Mr. Obama's proposed income-based health-insurance subsidies, tax
credits for tiny businesses, and expanded Medicaid eligibility would
cost another $1.63 trillion, according to the TPC. Thus his tax rebates
and health insurance subsidies alone would lift the undisclosed bill to
future taxpayers by $2.95 trillion -- roughly $295 billion a year by
2012.
But that's not all. Mr. Obama has also promised to spend more
on 176 other programs, according to an 85-page list of campaign
promises (actual quotations) compiled by the National Taxpayers Union
Foundation. The NTUF was able to produce cost estimates for only 77 of
the 176, so its estimate is low. Excluding the Obama health plan, the
NTUF estimates that Mr. Obama would raise spending by $611.5 billion
over the next five years; the 10-year total (aside from health) would
surely exceed $1.4 trillion, because spending typically grows at least
as quickly as nominal GDP.
A trillion here, a trillion there, and pretty soon you're talking about
real money. Altogether, Mr. Obama is promising at least $4.3 trillion of
increased spending and reduced tax revenue from 2009 to 2018 -- roughly
an extra $430 billion a year by 2012-2013.

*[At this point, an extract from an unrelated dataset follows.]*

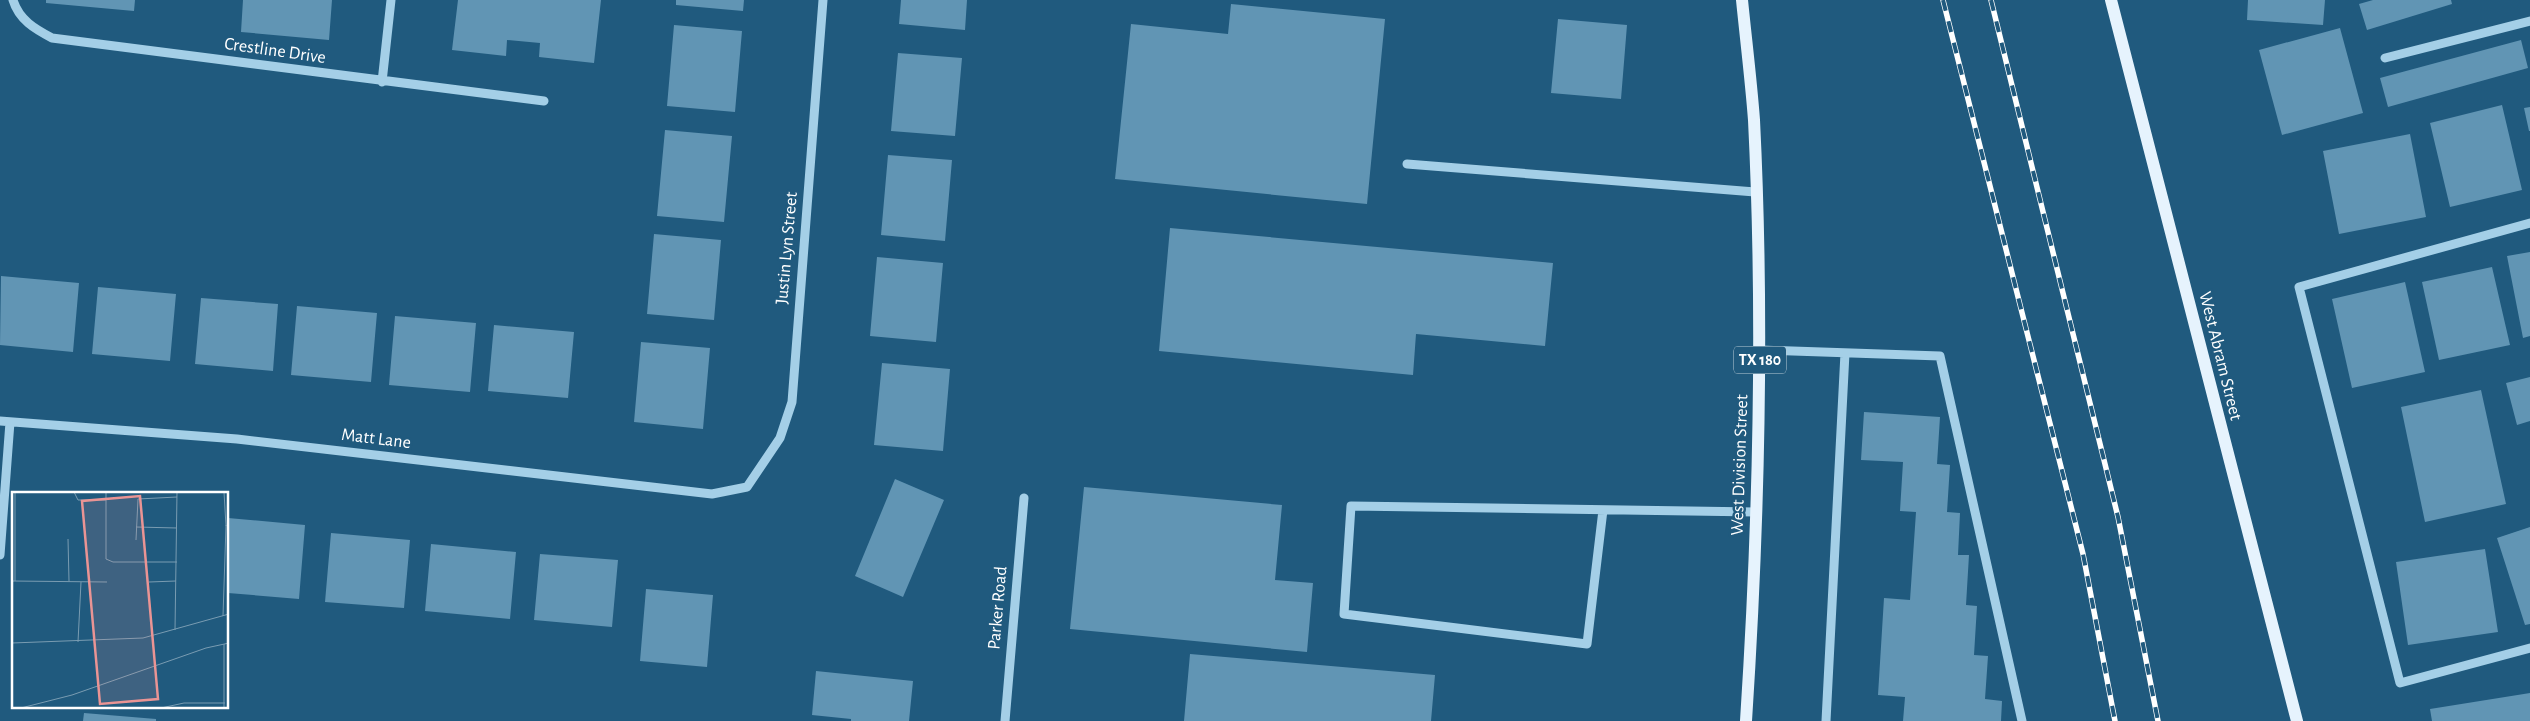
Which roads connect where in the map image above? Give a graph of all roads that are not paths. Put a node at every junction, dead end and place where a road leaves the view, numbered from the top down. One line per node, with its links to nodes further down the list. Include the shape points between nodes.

How is he going to pay for it?
.
In his acceptance speech at the Democratic convention on Aug. 28,
Mr. Obama said, I've laid out how I'll pay for every dime -- by
closing corporate loopholes and tax havens. That comment refers
to $924.1 billion over 10 years from what the TPC wisely labels
unverifiable revenue raisers. To put that huge figure in perspective,
the Congressional Budget Office optimistically expects a total of
$3.7 trillion from corporate taxes over that period. In other words,
Mr. Obama is counting on increasing corporate tax collections by more
than 25% simply by closing loopholes and complaining about foreign
tax havens.
Nobody, including the Tax Policy Center, believes that is remotely
feasible. And Mr. Obama's dream of squeezing more revenue out of
corporate profits, dividends and capital gains looks increasingly
unbelievable now that profits are falling, banks have cut or eliminated
dividends, and only a few short-sellers have any capital gains left to
tax.
.
Mr. Obama has offered no clue as to how he intends to pay for his
health-insurance plans, or doubling foreign aid, or any of the other 175
programs he's promised to expand. Although he may hope to collect an
even larger share of loot from the top of the heap, the harsh reality is
that this Democrat's quest for hundreds of billions more revenue each
year would have to reach deep into the pockets of the people much lower
on the economic ladder. Even then he'd come up short.